La naturaleza humana tiene sus límites; puede soportar, hasta cierto grado, la alegría, la pena, el dolor; si pasa más allá, sucumbe.
Goethe, Werther
El escabroso caso del niño de Torreón que asesina a su maestra y se suicida, es una escena desgarradora de la complejidad existencial de nuestro siglo, avecinando un ocaso ensombrecido de pulsiones de muerte, difícilmente descifrable para una sociedad vaciada o descompuesta de significados, y a la vez responsable de dichas patologías;
progresivamente más aterradoras a las anteriores. Ahora quedamos escalofriantemente pasmados de ver la inocencia de un niño transformada en un desbordamiento criminal y automutilante. Más allá de comprender el móvil criminal, el cuestionamiento ético es ¿Qué constructo socio-emocional estamos gestando en las nuevas generaciones que parece en muchos aspectos inhabilitarlos para la contención existencial?

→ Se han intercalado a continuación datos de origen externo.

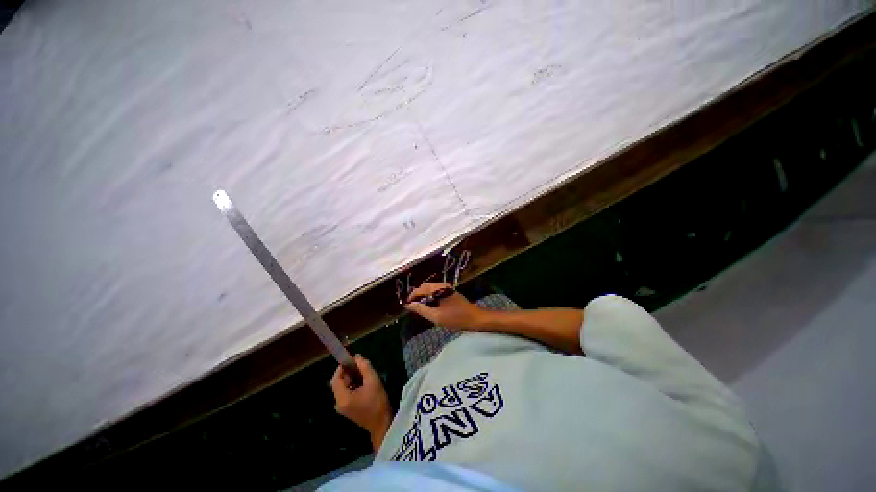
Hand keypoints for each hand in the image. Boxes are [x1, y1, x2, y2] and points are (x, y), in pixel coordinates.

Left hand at [330, 355, 391, 450]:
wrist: (382, 423)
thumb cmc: (377, 402)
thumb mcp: (373, 380)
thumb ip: (364, 367)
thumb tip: (357, 357)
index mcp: (342, 398)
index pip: (336, 378)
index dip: (342, 367)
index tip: (352, 359)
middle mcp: (339, 403)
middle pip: (339, 383)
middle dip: (349, 372)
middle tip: (361, 366)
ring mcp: (343, 407)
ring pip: (344, 387)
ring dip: (352, 378)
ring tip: (365, 373)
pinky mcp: (348, 409)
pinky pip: (347, 393)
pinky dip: (354, 385)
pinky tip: (364, 383)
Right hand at [404, 282, 485, 329]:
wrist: (475, 318)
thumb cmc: (456, 318)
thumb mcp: (437, 316)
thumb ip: (421, 309)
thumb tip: (408, 305)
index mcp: (439, 288)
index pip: (420, 289)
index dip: (411, 296)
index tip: (405, 305)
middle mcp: (442, 285)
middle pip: (424, 287)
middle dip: (416, 295)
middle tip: (411, 307)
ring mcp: (446, 288)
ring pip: (429, 289)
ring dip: (423, 296)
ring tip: (418, 308)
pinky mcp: (449, 292)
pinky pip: (435, 292)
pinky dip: (429, 297)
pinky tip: (428, 306)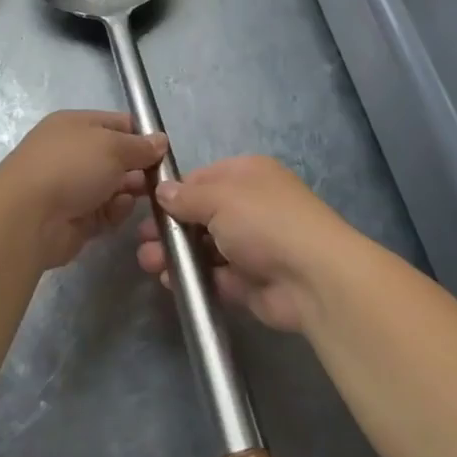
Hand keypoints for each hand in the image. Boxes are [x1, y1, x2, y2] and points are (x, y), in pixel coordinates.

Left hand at [0, 111, 167, 270]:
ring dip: (131, 191)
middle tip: (163, 179)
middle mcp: (73, 153)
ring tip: (147, 196)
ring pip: (115, 186)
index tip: (164, 150)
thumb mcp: (112, 146)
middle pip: (118, 157)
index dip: (143, 135)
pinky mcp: (76, 218)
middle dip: (141, 167)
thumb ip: (140, 145)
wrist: (28, 217)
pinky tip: (119, 210)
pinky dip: (116, 211)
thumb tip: (160, 141)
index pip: (118, 124)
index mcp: (76, 125)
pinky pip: (106, 212)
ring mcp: (73, 186)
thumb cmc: (70, 167)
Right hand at [135, 156, 353, 331]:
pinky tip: (170, 281)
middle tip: (143, 239)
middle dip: (171, 226)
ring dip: (177, 253)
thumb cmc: (264, 222)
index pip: (203, 178)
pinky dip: (193, 278)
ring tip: (149, 262)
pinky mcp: (250, 281)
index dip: (174, 191)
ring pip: (205, 247)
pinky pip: (215, 276)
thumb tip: (162, 191)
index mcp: (248, 175)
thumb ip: (186, 196)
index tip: (146, 204)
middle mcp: (251, 206)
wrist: (313, 278)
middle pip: (201, 214)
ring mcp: (252, 245)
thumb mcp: (219, 197)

Hablo de contención existencial: hacerme cargo responsablemente de mi condición humana, desde mis tribulaciones y conmociones de felicidad. Observando el ambiente proyectivo de las redes sociales como el nuevo pesebre existencial, encontramos la incubación de una antropología muy disímil al ideal humanista, porque está suscitando personalidades vulnerables y fácilmente seducidas por una mentalidad beligerante y transgresora de lo humano, orillándolos a una levedad existencial e incitándolos constantemente a salirse de los límites sobre todo morales y espirituales.
Ante este desbordamiento irresponsable de inhibir la vivencia comunitaria y espiritual, el ser humano queda desquebrajado, su hipermodernidad le ha liberado de la carga moral pero lo ha enajenado en un narcisismo vorágine de su propio ser. No hay contención, sólo la demanda constante de los deseos desenfrenados por saciar las necesidades de sus instintos descomunales, con una ansiedad constante de encontrarse a sí mismo en un mundo donde se siente abyecto, desarraigado, desfragmentado; se busca en su propio desorden sin encontrarse.
A mi parecer estamos frente a un dilema existencial bastante complejo, si antes se trataba de comprender al ser humano en sus dimensiones trascendentales, ahora se nos presenta una antropología de lo infrahumano. Este acontecimiento desgarrador que cimbra el provenir, debe ser una alerta emergente para reinventarnos como sociedad, reconociendo, a pesar de nuestra progreso tecnológico, nuestra enorme pobreza afectiva al tener innumerables carencias, heridas, traumas, complejos, trastornos y demás enfermedades emocionales irresueltas que requieren la inmediata intervención terapéutica en todos los niveles de educación.
De poco o nada sirve un operativo “mochila” que además de ser una imagen poco civilizatoria, es una propuesta de prevención temporal sin ir a la raíz del fenómeno social. Tenemos que presionar a que por ley en toda institución educativa estén los recursos terapéuticos necesarios para la prevención e intervención para la salud mental y emocional de las nuevas generaciones. De no hacerlo, la desventura generará actitudes psicópatas que pondrán aún más en entredicho la “civilidad” de un mundo con sombras históricas de barbarie.